In a digression, he spoke about the generally narrow views which many district chiefs hold. Their concern, he said, is primarily about their pacification statistics, and they look at military activities only insofar as these will assist their statistical picture. General Hieu stressed, however, the desirability of battalion commanders (ARVN and US) coordinating daily operations with the chiefs of the districts in which their forces are operating -- as I pointed out is now being done in the Phu Hoa District.
General Hieu then talked about how to improve the coordination of both the military and political effort against the enemy. He commented that the regimental/brigade commanders are the ones who have sufficiently broad focus and the resources to plan, coordinate, and carry out major operations. Similarly, he regards the previous chiefs and sector commanders as having sufficiently broad responsibilities to view the situation beyond narrow district limits. Therefore, he announced that he is instructing his regimental commanders to meet daily with the provincial sector commanders in their area, as well as with the US brigade commanders for the purpose of planning and supervising the execution of military operations against the enemy, as well as those in support of pacification. In addition, he intends to suggest to the Bind Duong Province Chief that he conduct weekly coordination conferences aimed at the problems of military support for pacification.

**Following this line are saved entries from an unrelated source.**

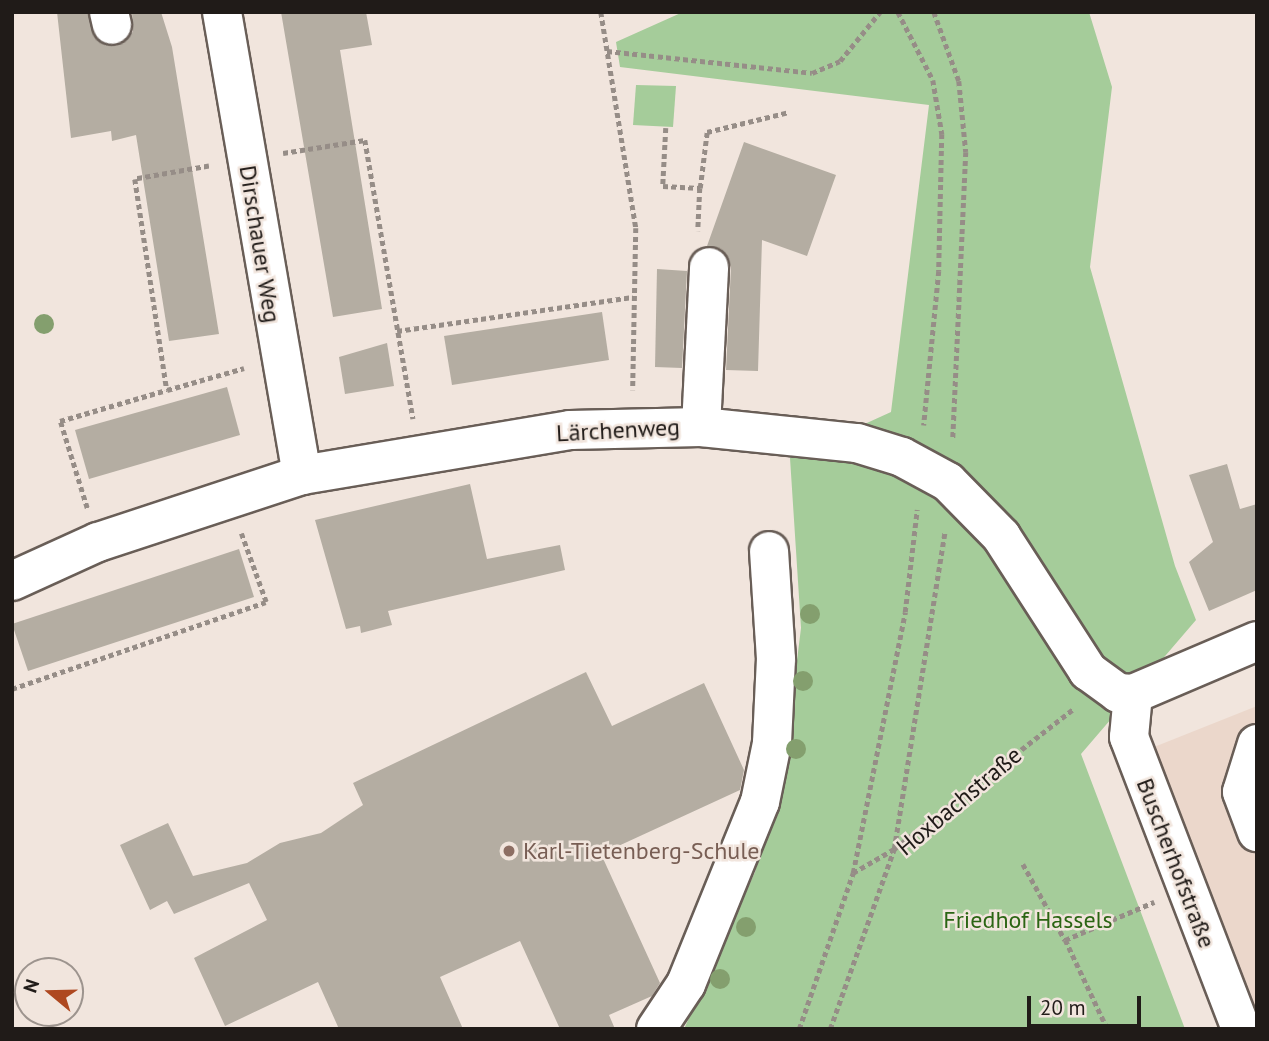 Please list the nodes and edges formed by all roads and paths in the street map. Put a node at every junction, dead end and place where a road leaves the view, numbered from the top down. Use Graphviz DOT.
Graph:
graph roads {
  1 [pos="222,12"];
  2 [pos="601,12"];
  3 [pos="880,12"];
  4 [pos="898,12"];
  5 [pos="934,12"];
  6 [pos="607,51"];
  7 [pos="789,112"];
  8 [pos="666,128"];
  9 [pos="700,188"];
  10 [pos="704,255"];
  11 [pos="633,297"];
  12 [pos="397,331"];
  13 [pos="167,390"];
  14 [pos="633,424"];
  15 [pos="701,427"];
  16 [pos="935,474"];
  17 [pos="302,475"];
  18 [pos="227,496"];
  19 [pos="98,542"];
  20 [pos="769,551"];
  21 [pos="12,581"];
  22 [pos="1257,641"];
  23 [pos="12,689"];
  24 [pos="1119,690"];
  25 [pos="1257,744"];
  26 [pos="1257,832"];
  27 [pos="894,849"];
  28 [pos="1023,864"];
  29 [pos="853,873"];
  30 [pos="1185,889"];
  31 [pos="1065,940"];
  32 [pos="656,1029"];
  33 [pos="799,1029"];
  34 [pos="830,1029"];
  35 [pos="1107,1029"];
  36 [pos="1241,1029"];
  1 -- 17 [label="street, Dirschauer Weg"];
  2 -- 6 [label="path"];
  3 -- 6 [label="path"];
  4 -- 16 [label="path"];
  5 -- 16 [label="path"];
  6 -- 11 [label="path"];
  7 -- 9 [label="path"];
  8 -- 9 [label="path"];
  9 -- 10 [label="path"];
  10 -- 15 [label="street"];
  11 -- 12 [label="path"];
  11 -- 14 [label="path"];
  13 -- 19 [label="path"];
  14 -- 15 [label="street, Lärchenweg"];
  14 -- 17 [label="street, Lärchenweg"];
  15 -- 16 [label="street, Lärchenweg"];
  16 -- 24 [label="street, Lärchenweg"];
  16 -- 27 [label="path"];
  16 -- 29 [label="path"];
  17 -- 18 [label="street, Lärchenweg"];
  18 -- 19 [label="street, Lärchenweg"];
  18 -- 23 [label="path"];
  19 -- 21 [label="street, Lärchenweg"];
  20 -- 32 [label="street"];
  22 -- 24 [label="street"];
  24 -- 27 [label="path, Hoxbachstraße"];
  24 -- 30 [label="street, Buscherhofstraße"];
  25 -- 26 [label="street"];
  27 -- 29 [label="path"];
  27 -- 34 [label="path, Hoxbachstraße"];
  28 -- 31 [label="path"];
  29 -- 33 [label="path"];
  30 -- 31 [label="path"];
  30 -- 36 [label="street, Buscherhofstraße"];
  31 -- 35 [label="path"];
}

He envisions that his regimental commanders and the US brigade commanders who operate in Binh Duong Province, as well as the appropriate district chiefs and battalion commanders, would participate in the weekly provincial meetings. He hopes that such conferences would stress (among other things) the support and assistance required for RF/PF forces. I assured General Hieu that this concept of coordination was completely in accord with ours, and that we would cooperate completely.
In summary, in order to allow the Regional Forces and Popular Forces to perform well in the pacification and development program, General Hieu promoted close coordination between units of regular forces and units of Regional Forces and Popular Forces in ordering regimental commanders and battalion commanders to hold weekly meetings with province and district chiefs in their operational areas; he also insisted that regular army units lend unwavering support to units of Regional Forces and Popular Forces when needed.
Furthermore, General Hieu set out the same action concept to units of Regional Forces and Popular Forces as to regular army combat units of 5th Division:
Our Division mission is to search and destroy the enemy. Each unit will be assigned an objective and must make efforts days and nights to destroy that objective. Sectors can also apply this concept to RF and PF units. If we all apply this concept of search and destroy the enemy, we will be able to annihilate all enemy forces within a short time.
In fact, it took General Hieu only approximately half a year after his arrival at 5th Division to render VC units ineffective in the provinces of Binh Duong, Binh Long and
Phuoc Long; and the National Front of Liberation of South Vietnam HQ lost their safe heaven in Duong Minh Chau and Ho Bo sanctuaries and was forced to migrate inside Kampuchean territory. Therefore, in April 1970, units of 5th Division had their hands free to participate in cross-border operations Total Victory 42, Ö, 46 together with units of III Corps, IV Corps and US units.
Besides, when General Hieu took control of 5th Division, US 1st Infantry Division, US 1st Calvary Division and US 11th Armored Cavalry Regiment were still active in 5th Divisionís operational area with US 1st Infantry Division HQ located at Lai Khe, US 1st Cavalry Division HQ at Bien Hoa and US 11th Armored Cavalry HQ at Long Giao. After President Nixon announced the implementation of Vietnamization of the War, in September 1969, US 1st Infantry Division HQ relinquished Lai Khe camp to 5th Division and relocated to Di An in November 1969 and US 11th Armored Cavalry Regiment HQ relocated to Bien Hoa in October 1969, then to Di An in July 1970. Meanwhile, US combat units limited their activities to camp security in preparation for their total withdrawal to USA. Units of US 1st Infantry Division completed their withdrawal in April 1970, those of US 11th Armored Cavalry Regiment in March 1971 and those of US 1st Cavalry Division in April 1971.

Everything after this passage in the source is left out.